◆ Work task
The lines from the one containing "Extract the structured" through the last one in the data: please copy those exactly, and only those, without the pictures.

◆ Listed entries
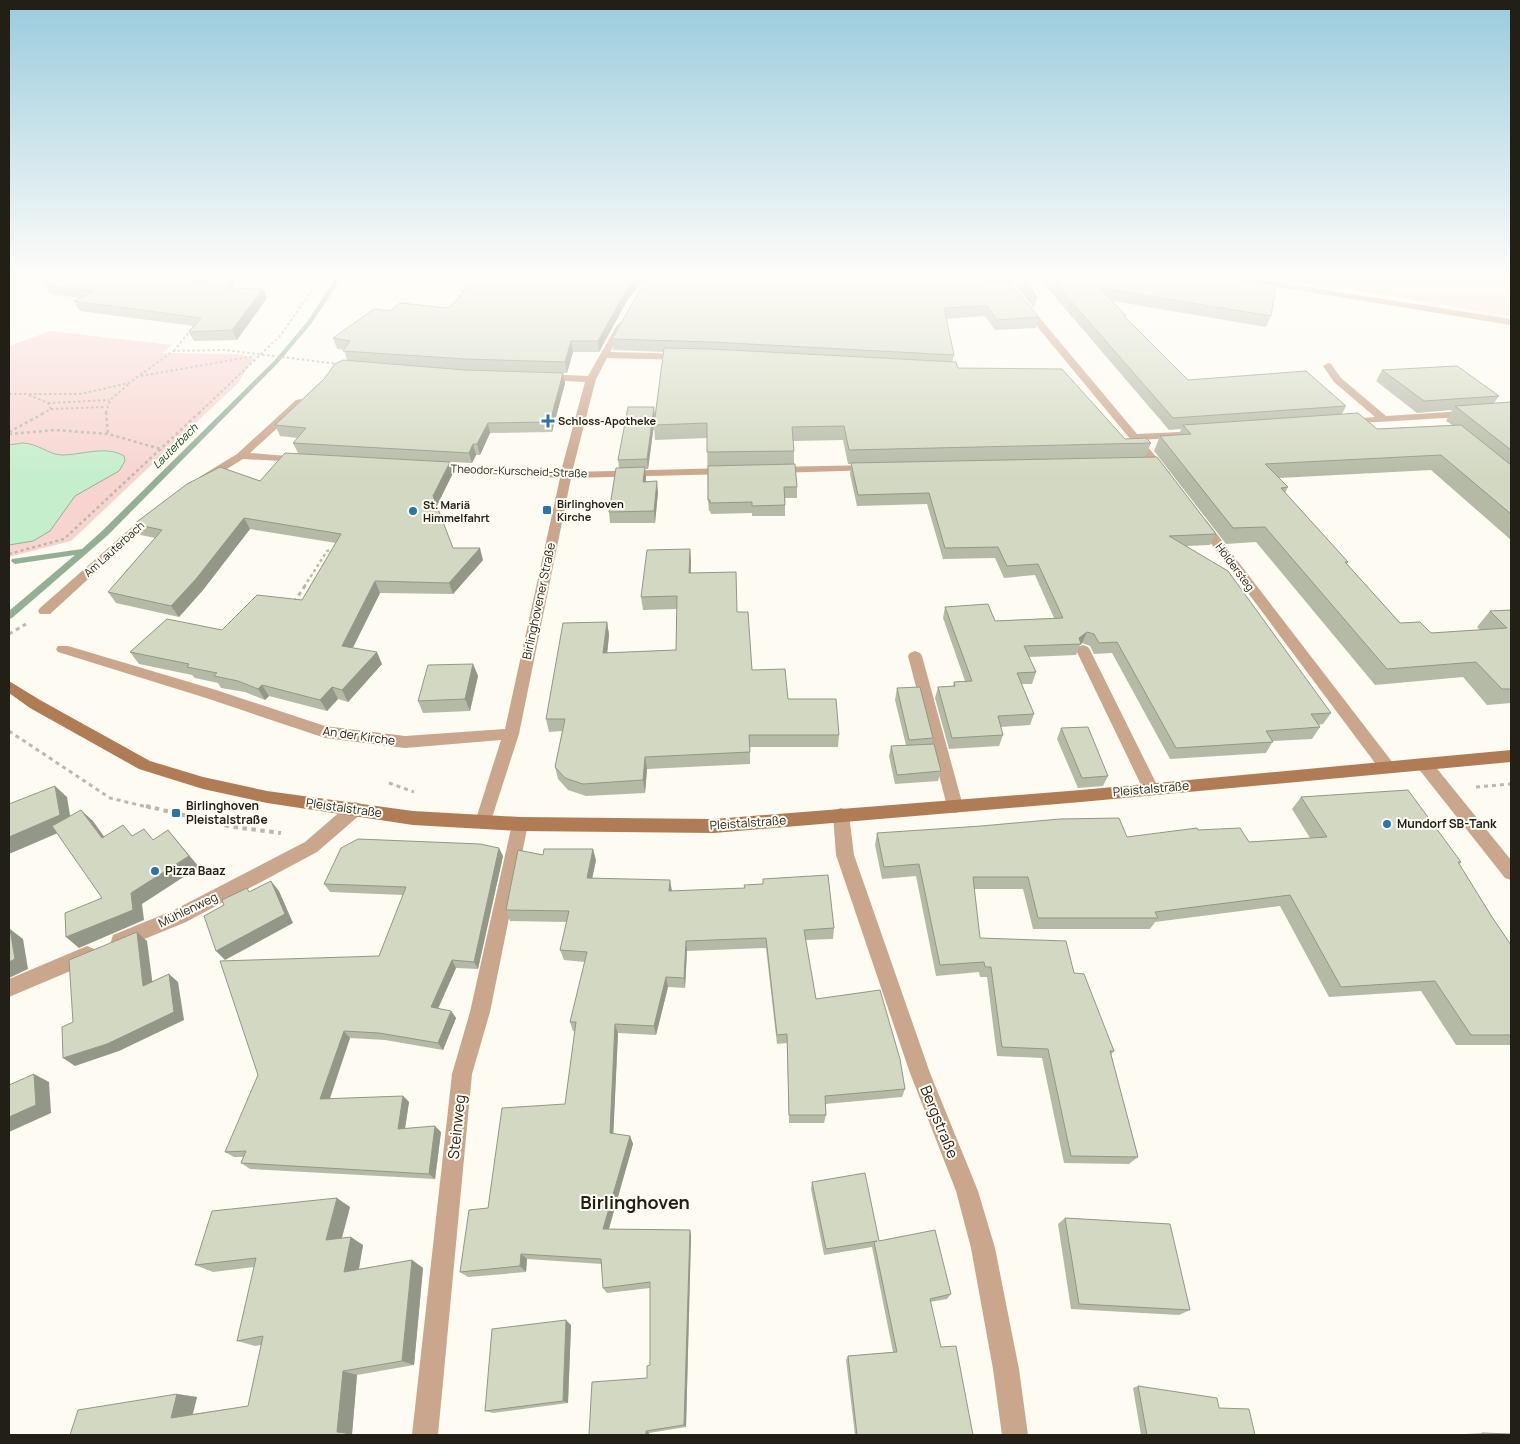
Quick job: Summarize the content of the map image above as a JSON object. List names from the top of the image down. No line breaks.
{"streets":{"main road":["Pleistalstraße"],"street":["Theodor-Kurscheid-Straße","Am Lauterbach","Höldersteg","Birlinghovener Straße","An der Kirche","Mühlenweg","Bergstraße","Steinweg"]},"crossings":[["Theodor-Kurscheid-Straße","Birlinghovener Straße"],["Höldersteg","Pleistalstraße"],["Birlinghovener Straße","An der Kirche"],["Birlinghovener Straße","Pleistalstraße"],["Pleistalstraße","Mühlenweg"],["Pleistalstraße","Bergstraße"],["Pleistalstraße","Steinweg"]],"districts":["Birlinghoven"],"water":["Lauterbach"],"places":{"health":["Schloss-Apotheke"],"transit":["Birlinghoven Kirche","Birlinghoven Pleistalstraße"],"other":["St. Mariä Himmelfahrt","Mundorf SB-Tank","Pizza Baaz"]}}
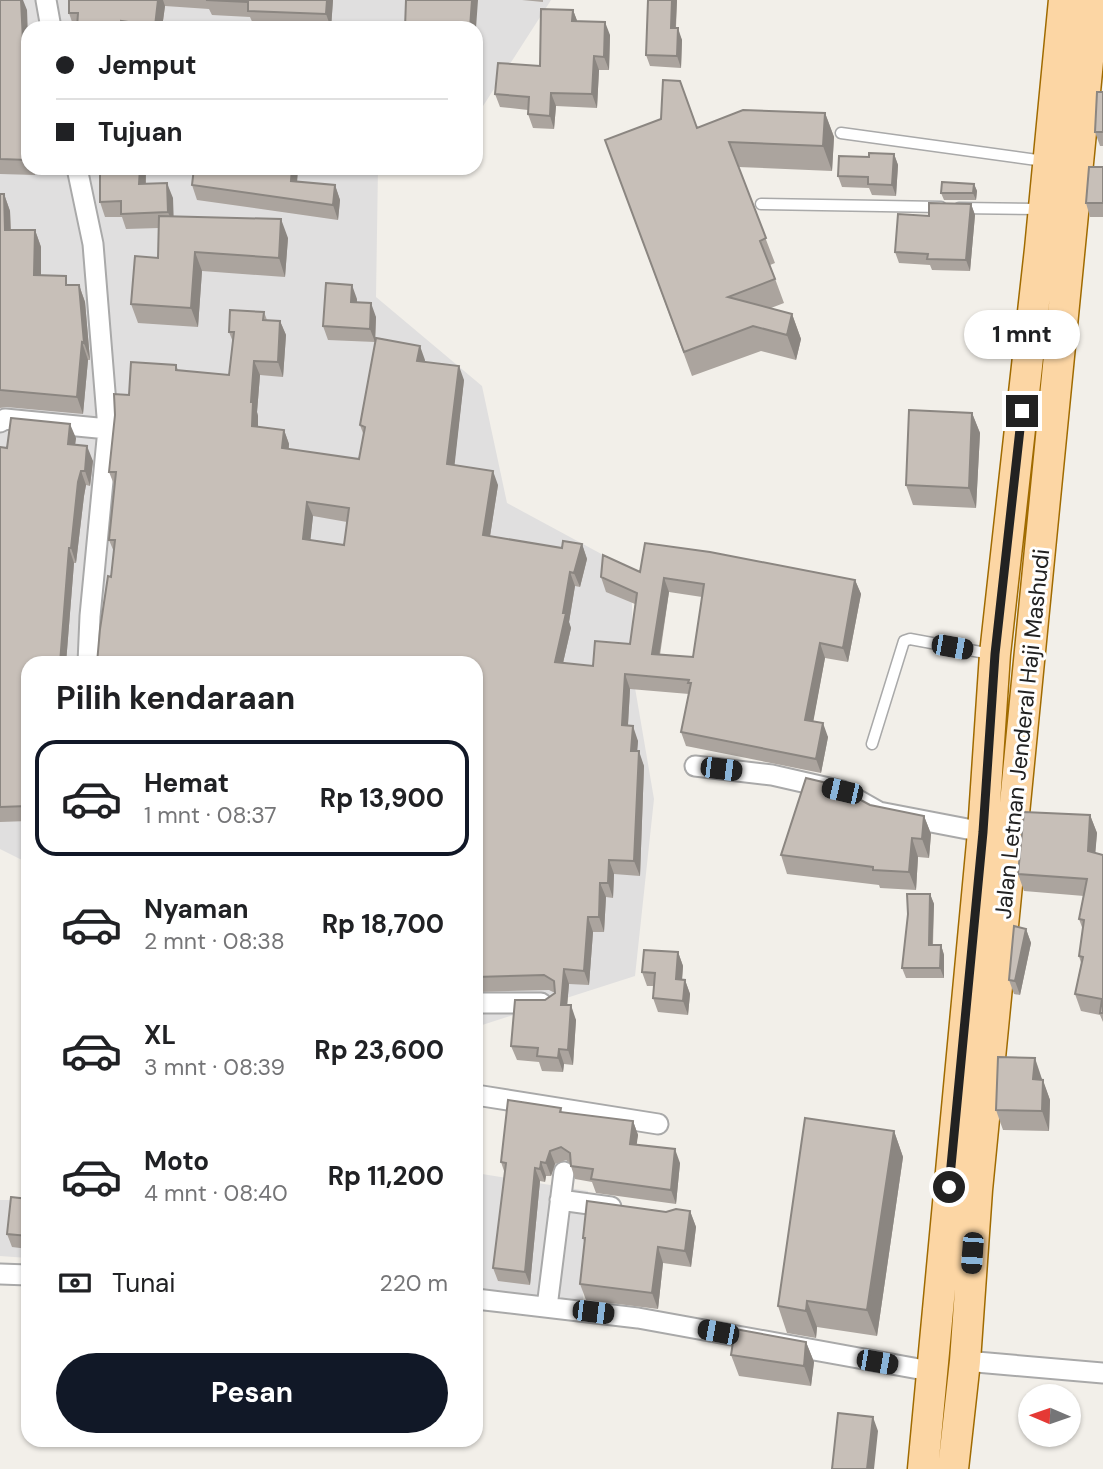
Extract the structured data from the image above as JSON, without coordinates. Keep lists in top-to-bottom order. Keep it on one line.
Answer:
{"streets":{"main road":["Jalan Letnan Jenderal Haji Mashudi"]},"north":"left","page":{"banner":["Jemput","Tujuan"],"bubble":"1 mnt","heading":"Pilih kendaraan","list":[{"name":"Hemat","note":"1 mnt · 08:37","value":"Rp 13,900"},{"name":"Nyaman","note":"2 mnt · 08:38","value":"Rp 18,700"},{"name":"XL","note":"3 mnt · 08:39","value":"Rp 23,600"},{"name":"Moto","note":"4 mnt · 08:40","value":"Rp 11,200"}],"pay":["Tunai","220 m"],"buttons":"Pesan"}}
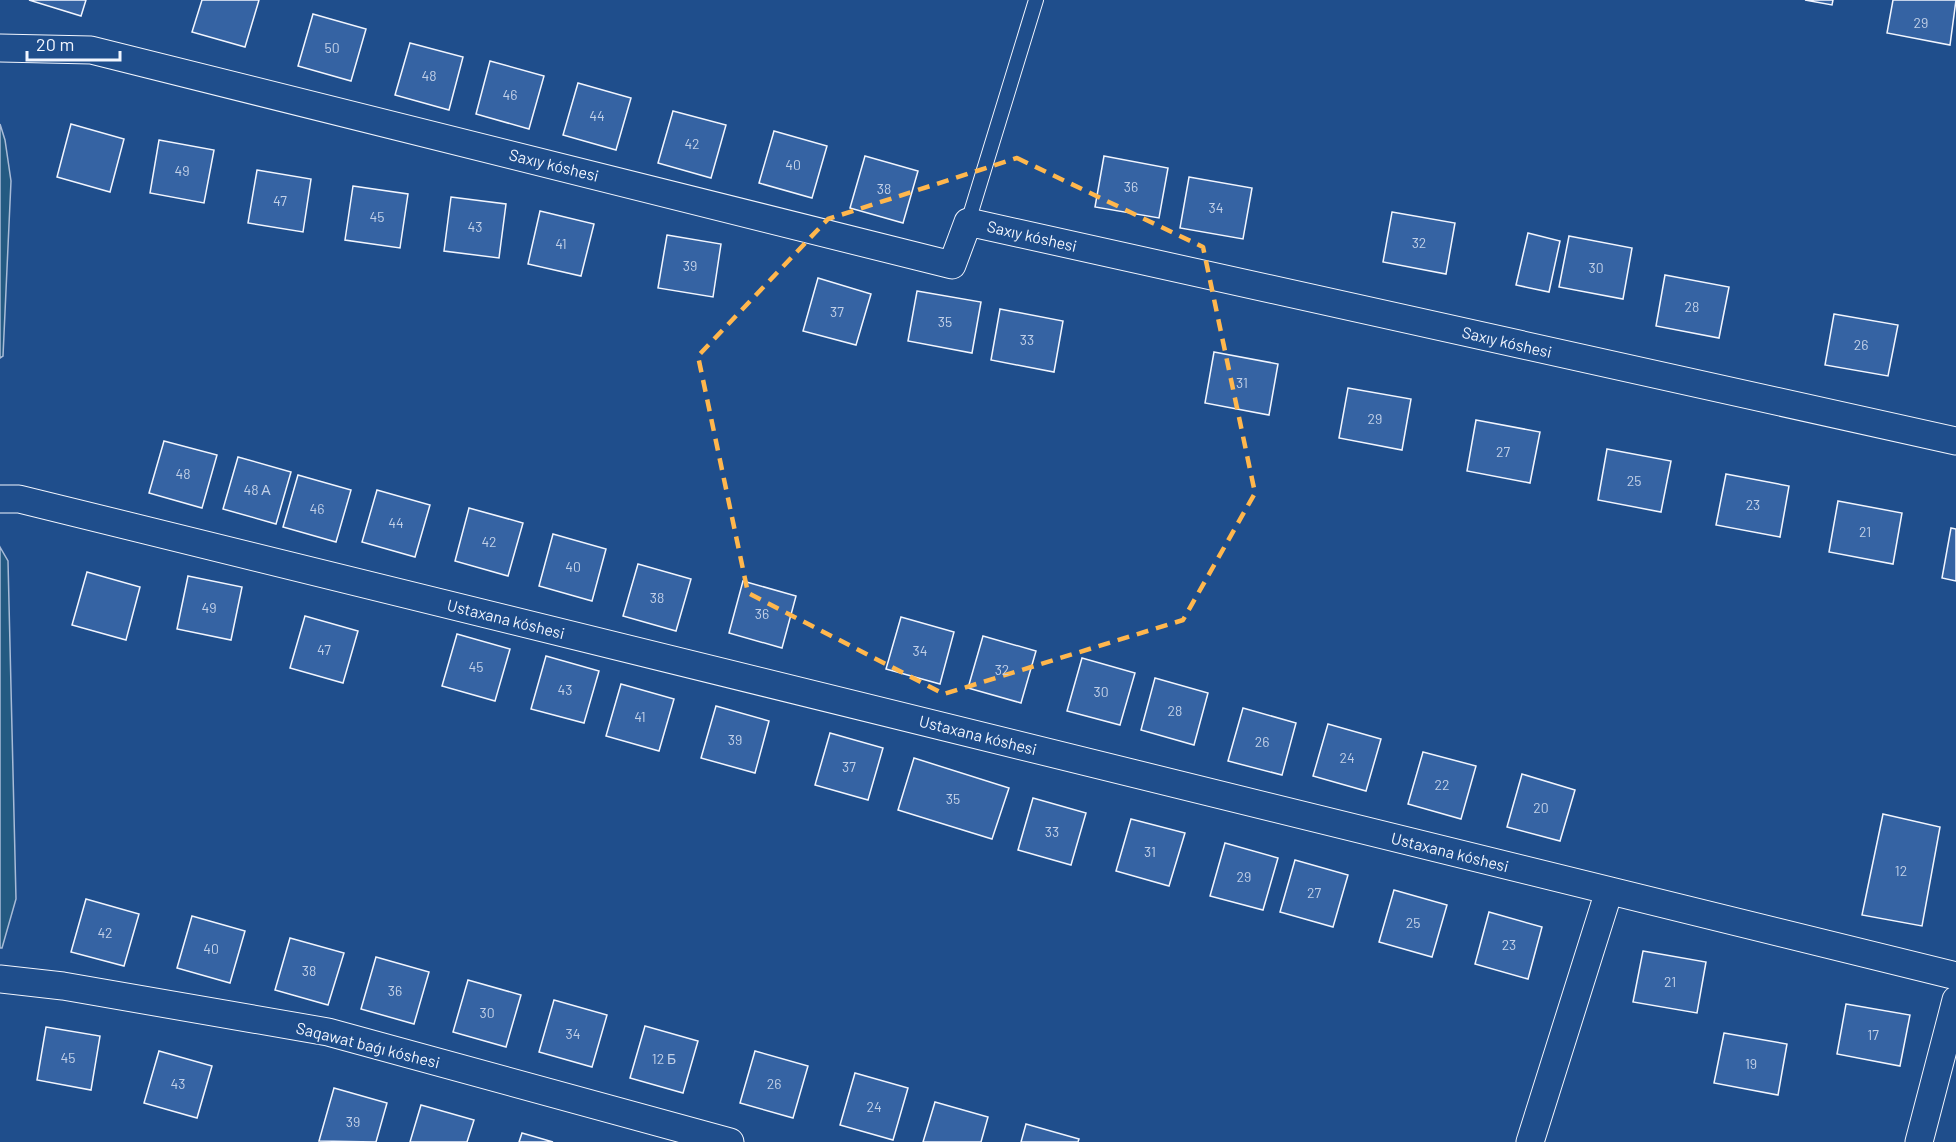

◆ Answer space
Extract the structured data from the image above as JSON, without coordinates. Keep lists in top-to-bottom order. Keep it on one line.
Answer:
{"streets":{"main road":["Jalan Letnan Jenderal Haji Mashudi"]},"north":"left","page":{"banner":["Jemput","Tujuan"],"bubble":"1 mnt","heading":"Pilih kendaraan","list":[{"name":"Hemat","note":"1 mnt · 08:37","value":"Rp 13,900"},{"name":"Nyaman","note":"2 mnt · 08:38","value":"Rp 18,700"},{"name":"XL","note":"3 mnt · 08:39","value":"Rp 23,600"},{"name":"Moto","note":"4 mnt · 08:40","value":"Rp 11,200"}],"pay":["Tunai","220 m"],"buttons":"Pesan"}}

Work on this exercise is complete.